Why each option matters

Answer the question above first, then reveal the full breakdown to understand why each option is right or wrong.

Correct answer & explanation

Enable automatic key generation and disable any unused keys.

Option B is correct because enabling automatic key generation ensures that keys are created with strong cryptographic standards and that unused keys are promptly disabled, reducing the attack surface. This practice aligns with Google Cloud's recommendation to minimize the number of active keys and to avoid manual key management errors.

Key principle: Answer the scenario, not the keyword: identify the specific constraint before choosing the most familiar-sounding option.

Answer analysis

Option-by-option breakdown

For each option: why learners choose it and why it is or isn't the right answer here.

  • Allow end users to download and use service account keys directly.

    Why it's wrong here

    Service accounts are for applications, not individual users; using keys directly exposes them.

  • Enable automatic key generation and disable any unused keys.

    Why this is correct

    Automating key generation ensures uniqueness, and disabling unused keys reduces attack surface.

    Clue confirmation

    The clue word "minimum / minimize" in the question point toward this answer.

    Related concept

    Read the scenario before looking for a memorised answer.

  • Store the service account key in the application's source code for easy access.

    Why it's wrong here

    Storing keys in source code is a security risk; they can be exposed in version control.

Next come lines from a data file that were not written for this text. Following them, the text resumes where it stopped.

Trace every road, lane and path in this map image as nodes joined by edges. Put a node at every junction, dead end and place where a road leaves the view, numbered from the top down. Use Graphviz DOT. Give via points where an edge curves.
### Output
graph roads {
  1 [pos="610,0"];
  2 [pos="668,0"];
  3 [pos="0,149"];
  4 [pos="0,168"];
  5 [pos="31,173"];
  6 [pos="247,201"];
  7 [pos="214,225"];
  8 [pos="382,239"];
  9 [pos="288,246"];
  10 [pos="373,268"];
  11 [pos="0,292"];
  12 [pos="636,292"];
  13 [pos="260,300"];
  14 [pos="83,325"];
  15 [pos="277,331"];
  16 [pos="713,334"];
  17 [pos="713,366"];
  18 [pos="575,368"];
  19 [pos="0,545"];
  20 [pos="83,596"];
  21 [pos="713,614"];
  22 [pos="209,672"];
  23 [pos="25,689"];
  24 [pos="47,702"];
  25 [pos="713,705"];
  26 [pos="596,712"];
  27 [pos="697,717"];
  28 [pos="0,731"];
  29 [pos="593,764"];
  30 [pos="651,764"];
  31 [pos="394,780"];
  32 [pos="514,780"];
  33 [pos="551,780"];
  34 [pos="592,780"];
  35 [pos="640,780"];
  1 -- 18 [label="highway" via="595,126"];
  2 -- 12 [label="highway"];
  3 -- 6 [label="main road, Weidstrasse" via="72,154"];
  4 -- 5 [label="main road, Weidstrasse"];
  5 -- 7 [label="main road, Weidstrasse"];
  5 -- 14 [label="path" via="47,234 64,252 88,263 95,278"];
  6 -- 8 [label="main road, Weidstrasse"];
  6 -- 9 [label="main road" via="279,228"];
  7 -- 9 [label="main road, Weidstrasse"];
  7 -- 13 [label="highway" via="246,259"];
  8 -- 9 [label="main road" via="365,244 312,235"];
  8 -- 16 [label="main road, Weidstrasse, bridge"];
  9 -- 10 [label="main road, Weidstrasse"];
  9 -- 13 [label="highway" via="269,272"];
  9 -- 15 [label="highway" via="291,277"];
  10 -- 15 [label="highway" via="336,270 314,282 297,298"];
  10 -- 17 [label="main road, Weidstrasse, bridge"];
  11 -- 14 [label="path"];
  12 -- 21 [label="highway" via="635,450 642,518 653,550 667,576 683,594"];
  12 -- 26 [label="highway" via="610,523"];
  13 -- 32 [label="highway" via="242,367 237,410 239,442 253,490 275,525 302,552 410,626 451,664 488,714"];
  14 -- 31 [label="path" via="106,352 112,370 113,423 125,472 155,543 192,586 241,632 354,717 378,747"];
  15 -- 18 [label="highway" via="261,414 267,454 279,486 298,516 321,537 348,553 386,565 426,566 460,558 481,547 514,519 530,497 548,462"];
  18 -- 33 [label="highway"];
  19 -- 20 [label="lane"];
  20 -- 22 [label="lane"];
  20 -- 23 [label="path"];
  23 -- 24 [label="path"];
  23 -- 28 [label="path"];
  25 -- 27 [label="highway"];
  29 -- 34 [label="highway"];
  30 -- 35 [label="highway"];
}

  • Rotate service account keys regularly and store them in a secure secret management system.

    Why this is correct

    Regular rotation limits the window of compromise, and secure storage protects the key.

    Clue confirmation

    The clue word "minimum / minimize" in the question point toward this answer.

    Related concept

    Read the scenario before looking for a memorised answer.

  • Use a single service account key for all environments to simplify management.

    Why it's wrong here

    Using the same key across environments increases risk if one environment is compromised.

Common exam traps

Common exam trap: answer the scenario, not the keyword

Google Cloud often tests the misconception that storing keys in source code is acceptable for convenience, or that a single key across environments simplifies management, when in fact both practices drastically increase security risk.

Detailed technical explanation

How to think about this question

Service account keys are RSA private keys used to sign JSON Web Tokens (JWTs) for OAuth 2.0 client assertions. Google Cloud recommends using a dedicated secret management system like Secret Manager or HashiCorp Vault to store keys, with automatic rotation policies (e.g., every 90 days) to limit the window of exposure. In practice, a compromised key can be used to generate access tokens for any API the service account is authorized for, making key hygiene critical.

KKey Concepts to Remember

  • Read the scenario before looking for a memorised answer.
  • Find the constraint that changes the correct option.
  • Eliminate answers that are true in general but not in this case.

TExam Day Tips

  • Watch for words such as best, first, most likely and least administrative effort.
  • Review why wrong options are wrong, not only why the correct option is correct.

Key takeaway

Answer the scenario, not the keyword: identify the specific constraint before choosing the most familiar-sounding option.

Real-world example

How this comes up in practice

A company's IT admin needs to give a contractor read-only access to production logs without sharing account credentials. Using role-based access control (RBAC) and temporary scoped permissions — not a permanent shared password — is the correct pattern. Questions like this test whether you can apply least-privilege access across cloud identity services.

What to study next

Got this wrong? Here's your next step.

Identify which exam domain this question belongs to, review the core concept, then practise similar questions from the same domain.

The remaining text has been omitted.